I hope everyone who wanted to got to get dunked on Friday. Remember, it's just a number. It does not define your strength, fitness level or even health (though they are correlated). It is only a measurement of body composition, if it isn't what you wanted to see, use it as motivation to dial in your eating habits over the next few months.

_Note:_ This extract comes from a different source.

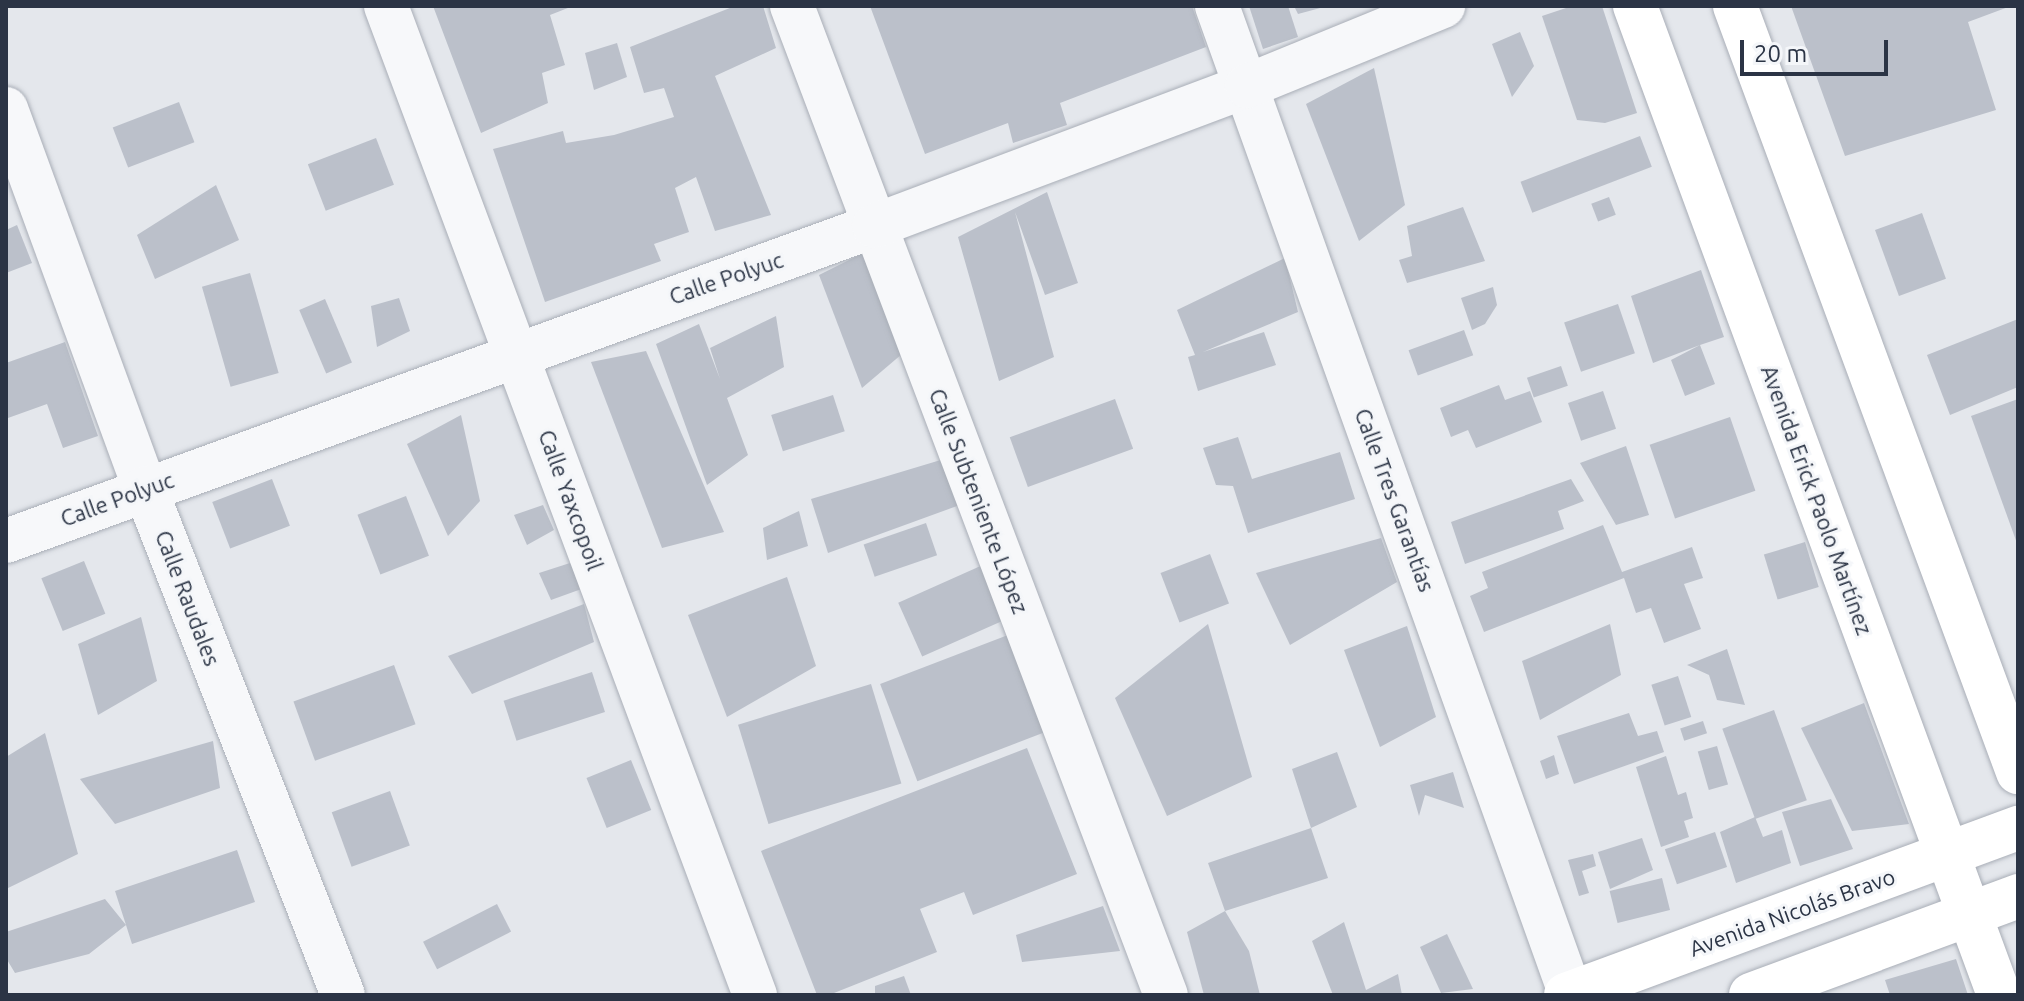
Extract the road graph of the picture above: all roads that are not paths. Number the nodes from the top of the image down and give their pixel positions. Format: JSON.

Where do we go now? We still have a bit before our challenge starts and this would be a great time to account for what habits need to change to see the results we want. I would like everyone to keep a very specific food journal over the next week or two. EVERYTHING that goes in your mouth should be on it, including accounting for total water consumption and any other liquids (coffee, juice, booze, soda etc.). I will personally go over each and every one and help establish some first steps or habits that need alteration. This journal can be as detailed as you would like but the more info the better. If you've never done this before I PROMISE it will be of great benefit moving forward.

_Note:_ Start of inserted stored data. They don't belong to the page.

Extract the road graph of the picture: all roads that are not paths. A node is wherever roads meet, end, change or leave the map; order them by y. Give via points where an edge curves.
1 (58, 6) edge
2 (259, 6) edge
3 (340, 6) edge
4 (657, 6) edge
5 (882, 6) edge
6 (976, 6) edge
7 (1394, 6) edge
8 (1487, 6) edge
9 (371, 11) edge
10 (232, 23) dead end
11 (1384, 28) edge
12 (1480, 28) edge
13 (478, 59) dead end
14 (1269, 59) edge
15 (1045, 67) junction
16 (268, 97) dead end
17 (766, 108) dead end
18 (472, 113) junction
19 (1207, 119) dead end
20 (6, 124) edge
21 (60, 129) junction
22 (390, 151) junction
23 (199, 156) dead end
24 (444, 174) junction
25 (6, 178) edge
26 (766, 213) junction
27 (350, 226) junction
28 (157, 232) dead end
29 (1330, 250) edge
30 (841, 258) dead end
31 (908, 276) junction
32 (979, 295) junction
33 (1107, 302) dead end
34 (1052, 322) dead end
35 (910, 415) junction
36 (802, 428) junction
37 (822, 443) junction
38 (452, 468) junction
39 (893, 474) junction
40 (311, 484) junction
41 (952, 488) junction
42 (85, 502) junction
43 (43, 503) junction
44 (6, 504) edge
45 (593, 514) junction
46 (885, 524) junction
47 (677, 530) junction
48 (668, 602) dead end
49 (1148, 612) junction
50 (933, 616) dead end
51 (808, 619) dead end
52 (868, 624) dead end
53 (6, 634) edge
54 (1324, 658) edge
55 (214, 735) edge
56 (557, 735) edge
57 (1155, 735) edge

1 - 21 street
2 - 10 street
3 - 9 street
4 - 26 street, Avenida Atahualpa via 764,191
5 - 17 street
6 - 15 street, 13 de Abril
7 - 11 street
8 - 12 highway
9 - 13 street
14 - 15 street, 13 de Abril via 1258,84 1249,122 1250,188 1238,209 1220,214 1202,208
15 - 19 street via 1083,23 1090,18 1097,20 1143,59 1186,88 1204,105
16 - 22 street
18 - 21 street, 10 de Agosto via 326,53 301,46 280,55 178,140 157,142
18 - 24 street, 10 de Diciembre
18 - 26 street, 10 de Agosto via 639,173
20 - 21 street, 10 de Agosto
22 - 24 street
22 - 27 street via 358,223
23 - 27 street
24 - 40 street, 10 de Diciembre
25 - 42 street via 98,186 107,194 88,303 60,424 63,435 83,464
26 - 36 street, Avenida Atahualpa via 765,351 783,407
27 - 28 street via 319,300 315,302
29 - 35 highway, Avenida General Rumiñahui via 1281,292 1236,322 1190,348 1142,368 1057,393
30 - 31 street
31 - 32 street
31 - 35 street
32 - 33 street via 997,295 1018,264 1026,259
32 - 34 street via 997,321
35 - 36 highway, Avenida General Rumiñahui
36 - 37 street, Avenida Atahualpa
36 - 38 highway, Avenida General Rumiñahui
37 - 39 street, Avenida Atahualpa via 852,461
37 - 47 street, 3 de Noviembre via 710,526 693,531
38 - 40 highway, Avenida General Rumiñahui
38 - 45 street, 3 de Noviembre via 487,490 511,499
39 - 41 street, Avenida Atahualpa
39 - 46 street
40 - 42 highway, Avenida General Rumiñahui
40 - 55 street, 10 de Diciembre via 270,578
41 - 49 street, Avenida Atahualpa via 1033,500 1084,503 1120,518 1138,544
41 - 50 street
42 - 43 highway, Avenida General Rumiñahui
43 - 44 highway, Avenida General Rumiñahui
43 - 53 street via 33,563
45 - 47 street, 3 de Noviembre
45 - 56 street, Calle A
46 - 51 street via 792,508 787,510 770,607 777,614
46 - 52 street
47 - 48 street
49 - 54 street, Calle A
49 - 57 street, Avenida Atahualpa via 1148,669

1) 10 Min to Find a Heavy Complex:
Two Stop Full Clean + Clean
** Two stop clean: From floor, first pause is just below knee cap, second pause is in the power position (about mid thigh). DO NOT DOUBLE HITCH out of your power position, go from a static hold directly into your 2nd and 3rd pull. Then bar returns to floor, set, pull a full clean.
<< NO REST >>
2) 10 Min to Find a Heavy Complex:
Behind the Neck Push Jerk + Front Rack Split Jerk
** Take this from a rack, start on the back, go directly from one rep to the other without dropping.